Polícia
Uma funcionária de supermercado, de 22 anos, é investigada por um suposto desvio que pode chegar a R$ 1 milhão em Aparecida de Goiânia, em Goiás. Segundo o delegado Henrique Berocan, cerca de R$ 500 mil já são apontados na investigação, enquanto o valor total ainda é apurado.
Com salário de R$ 3 mil, a mulher também é suspeita de manter uma vida de luxo incompatível com a renda. Ela foi presa na segunda-feira (10), mas acabou liberada pela Justiça após passar por audiência de custódia.
O nome da suspeita e o do supermercado não foram divulgados pela polícia. Segundo reportagem da TV Anhanguera, reproduzida pelo G1, a defesa da mulher afirmou que as informações divulgadas sobre o caso não correspondem aos fatos e que todas as acusações serão contestadas pelos meios legais.
Suspeita teria retirado dinheiro do caixa
A investigação começou depois que o proprietário do estabelecimento percebeu um aumento de aproximadamente 20% nas divergências dos fechamentos de caixa, segundo a polícia.
Imagens exibidas pela emissora mostram a funcionária retirando cédulas durante o fechamento do caixa sem repassá-las ao local. No dia do flagrante, segundo a polícia, ela teria retido R$ 1.428.
De acordo com Henrique Berocan, a investigação continua para identificar o valor total que teria sido furtado do supermercado. A suspeita pode responder por furto qualificado mediante fraude.
Gastos chamaram atenção
Segundo a TV Anhanguera, a mulher trabalhava no supermercado havia mais de três anos e recebia R$ 3 mil por mês. Apesar disso, apresentava gastos considerados incompatíveis com a renda.
Em entrevista à emissora, o delegado contou que ela teria comprado um carro zero quilômetro para o namorado trabalhar.
“Se ele tinha consciência da fonte ilícita do dinheiro, ele também responde por receptação ou até mesmo lavagem de dinheiro”, disse.
A suspeita também teria mostrado a uma colega uma conta bancária com cerca de R$ 60 mil.
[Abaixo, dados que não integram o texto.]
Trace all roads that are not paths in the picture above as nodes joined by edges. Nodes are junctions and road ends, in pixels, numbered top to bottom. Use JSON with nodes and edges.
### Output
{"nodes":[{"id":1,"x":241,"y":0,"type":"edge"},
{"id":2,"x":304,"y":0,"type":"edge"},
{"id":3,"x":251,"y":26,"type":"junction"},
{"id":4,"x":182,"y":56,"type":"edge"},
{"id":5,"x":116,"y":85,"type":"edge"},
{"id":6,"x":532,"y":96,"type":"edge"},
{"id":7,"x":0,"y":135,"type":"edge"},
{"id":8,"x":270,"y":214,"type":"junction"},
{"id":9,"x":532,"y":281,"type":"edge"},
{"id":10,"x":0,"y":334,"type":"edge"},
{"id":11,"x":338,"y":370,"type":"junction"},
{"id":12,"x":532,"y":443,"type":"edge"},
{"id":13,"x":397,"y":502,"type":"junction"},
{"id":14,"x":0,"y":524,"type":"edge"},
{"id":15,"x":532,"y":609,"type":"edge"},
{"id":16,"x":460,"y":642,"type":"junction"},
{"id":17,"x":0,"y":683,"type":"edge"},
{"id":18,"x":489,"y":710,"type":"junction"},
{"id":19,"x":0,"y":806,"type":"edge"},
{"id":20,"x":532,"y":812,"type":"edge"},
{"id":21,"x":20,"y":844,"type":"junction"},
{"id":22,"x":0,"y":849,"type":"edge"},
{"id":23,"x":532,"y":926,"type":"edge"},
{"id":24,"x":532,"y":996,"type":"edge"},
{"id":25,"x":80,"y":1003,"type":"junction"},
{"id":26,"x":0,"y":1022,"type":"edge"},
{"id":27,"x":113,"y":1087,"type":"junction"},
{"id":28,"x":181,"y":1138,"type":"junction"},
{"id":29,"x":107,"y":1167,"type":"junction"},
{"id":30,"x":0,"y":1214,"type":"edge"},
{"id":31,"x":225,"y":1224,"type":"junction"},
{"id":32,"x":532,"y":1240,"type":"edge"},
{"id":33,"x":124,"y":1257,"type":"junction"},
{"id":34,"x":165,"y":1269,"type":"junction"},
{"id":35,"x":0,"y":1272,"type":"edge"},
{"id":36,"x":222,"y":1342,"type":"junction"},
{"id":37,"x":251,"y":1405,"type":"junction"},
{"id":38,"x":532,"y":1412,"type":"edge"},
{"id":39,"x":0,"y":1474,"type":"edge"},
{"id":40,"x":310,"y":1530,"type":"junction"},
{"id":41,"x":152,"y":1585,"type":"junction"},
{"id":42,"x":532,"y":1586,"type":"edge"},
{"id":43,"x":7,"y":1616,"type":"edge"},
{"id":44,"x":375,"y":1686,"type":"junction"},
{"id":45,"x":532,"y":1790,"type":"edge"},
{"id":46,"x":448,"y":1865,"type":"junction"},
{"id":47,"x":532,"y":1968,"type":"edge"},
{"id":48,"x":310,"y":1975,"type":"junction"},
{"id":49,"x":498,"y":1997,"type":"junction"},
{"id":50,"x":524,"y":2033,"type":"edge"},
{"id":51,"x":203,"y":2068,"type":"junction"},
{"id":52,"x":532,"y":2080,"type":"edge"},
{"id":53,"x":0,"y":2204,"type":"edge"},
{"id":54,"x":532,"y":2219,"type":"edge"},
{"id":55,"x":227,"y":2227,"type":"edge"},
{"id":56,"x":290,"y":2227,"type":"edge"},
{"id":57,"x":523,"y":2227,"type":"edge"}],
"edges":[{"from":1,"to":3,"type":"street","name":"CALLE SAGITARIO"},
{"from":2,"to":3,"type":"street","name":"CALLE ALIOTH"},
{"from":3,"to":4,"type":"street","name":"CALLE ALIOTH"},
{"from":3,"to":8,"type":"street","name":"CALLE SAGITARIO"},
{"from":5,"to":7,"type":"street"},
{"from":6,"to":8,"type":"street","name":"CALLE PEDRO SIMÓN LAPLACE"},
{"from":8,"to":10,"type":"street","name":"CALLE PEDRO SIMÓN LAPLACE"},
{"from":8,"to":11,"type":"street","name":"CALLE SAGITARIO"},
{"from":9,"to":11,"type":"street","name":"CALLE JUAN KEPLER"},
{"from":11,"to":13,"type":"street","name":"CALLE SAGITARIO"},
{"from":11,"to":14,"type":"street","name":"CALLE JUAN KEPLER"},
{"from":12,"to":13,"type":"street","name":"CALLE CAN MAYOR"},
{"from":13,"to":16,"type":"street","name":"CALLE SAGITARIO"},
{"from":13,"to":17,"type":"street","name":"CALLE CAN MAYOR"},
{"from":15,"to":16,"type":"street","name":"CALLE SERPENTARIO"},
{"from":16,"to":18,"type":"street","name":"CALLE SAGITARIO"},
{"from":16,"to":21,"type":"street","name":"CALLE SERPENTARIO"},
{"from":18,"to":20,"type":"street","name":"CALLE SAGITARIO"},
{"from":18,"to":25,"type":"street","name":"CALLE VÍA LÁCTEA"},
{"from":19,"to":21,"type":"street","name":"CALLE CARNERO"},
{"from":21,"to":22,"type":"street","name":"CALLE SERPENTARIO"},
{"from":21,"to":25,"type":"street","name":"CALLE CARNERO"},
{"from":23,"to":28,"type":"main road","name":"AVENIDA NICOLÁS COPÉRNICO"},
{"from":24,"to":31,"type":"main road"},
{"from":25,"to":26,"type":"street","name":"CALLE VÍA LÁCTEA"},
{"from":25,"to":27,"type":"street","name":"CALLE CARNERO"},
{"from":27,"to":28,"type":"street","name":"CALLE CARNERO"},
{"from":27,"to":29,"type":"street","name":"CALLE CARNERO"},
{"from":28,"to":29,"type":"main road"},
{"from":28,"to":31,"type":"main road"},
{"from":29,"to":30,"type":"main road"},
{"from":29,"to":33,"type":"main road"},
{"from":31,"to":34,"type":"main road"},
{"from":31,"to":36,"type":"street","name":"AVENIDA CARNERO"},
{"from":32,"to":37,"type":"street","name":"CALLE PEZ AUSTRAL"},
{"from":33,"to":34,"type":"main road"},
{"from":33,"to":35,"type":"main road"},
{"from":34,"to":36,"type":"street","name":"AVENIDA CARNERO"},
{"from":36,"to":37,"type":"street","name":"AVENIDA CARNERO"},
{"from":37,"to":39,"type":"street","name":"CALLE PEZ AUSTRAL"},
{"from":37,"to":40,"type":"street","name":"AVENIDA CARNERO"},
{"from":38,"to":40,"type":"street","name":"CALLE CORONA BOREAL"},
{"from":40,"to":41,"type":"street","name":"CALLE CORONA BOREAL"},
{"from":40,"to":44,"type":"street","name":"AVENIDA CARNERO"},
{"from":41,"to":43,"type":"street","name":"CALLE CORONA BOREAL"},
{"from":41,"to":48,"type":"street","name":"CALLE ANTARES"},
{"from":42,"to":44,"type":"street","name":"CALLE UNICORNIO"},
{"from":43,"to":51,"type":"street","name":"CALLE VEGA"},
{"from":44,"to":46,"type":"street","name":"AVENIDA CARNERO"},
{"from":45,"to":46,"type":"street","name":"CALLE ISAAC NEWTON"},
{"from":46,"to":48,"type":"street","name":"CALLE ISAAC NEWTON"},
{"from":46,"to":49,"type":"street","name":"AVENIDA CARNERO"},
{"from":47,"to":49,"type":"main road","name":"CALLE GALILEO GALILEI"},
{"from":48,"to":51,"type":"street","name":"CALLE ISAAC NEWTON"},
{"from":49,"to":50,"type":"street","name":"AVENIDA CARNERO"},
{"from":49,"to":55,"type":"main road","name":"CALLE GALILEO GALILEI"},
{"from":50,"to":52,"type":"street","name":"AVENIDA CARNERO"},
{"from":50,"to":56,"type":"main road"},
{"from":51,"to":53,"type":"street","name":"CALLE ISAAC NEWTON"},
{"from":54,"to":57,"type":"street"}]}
Segundo o delegado, a polícia solicitou a quebra do sigilo bancário para verificar os depósitos.
“Ela chegou a mostrar a conta bancária dela aberta para uma das colegas de profissão mostrando que tinha cerca de R$ 60 mil na conta dela, sendo que ela recebe R$ 3 mil, coisas que não batem a renda dela com o patrimônio”, contou o delegado.
Funcionários desconfiavam da movimentação
A polícia também teve acesso a conversas entre funcionários da casa lotérica onde a investigada costumava fazer depósitos.
Nas mensagens, os atendentes relatavam que já desconfiavam da conduta da mulher. Segundo os relatos, ela frequentava o estabelecimento diariamente para depositar dinheiro na própria conta bancária.
A investigação segue para apurar o valor total do suposto desvio, que, segundo o delegado Henrique Berocan, pode chegar a R$ 1 milhão.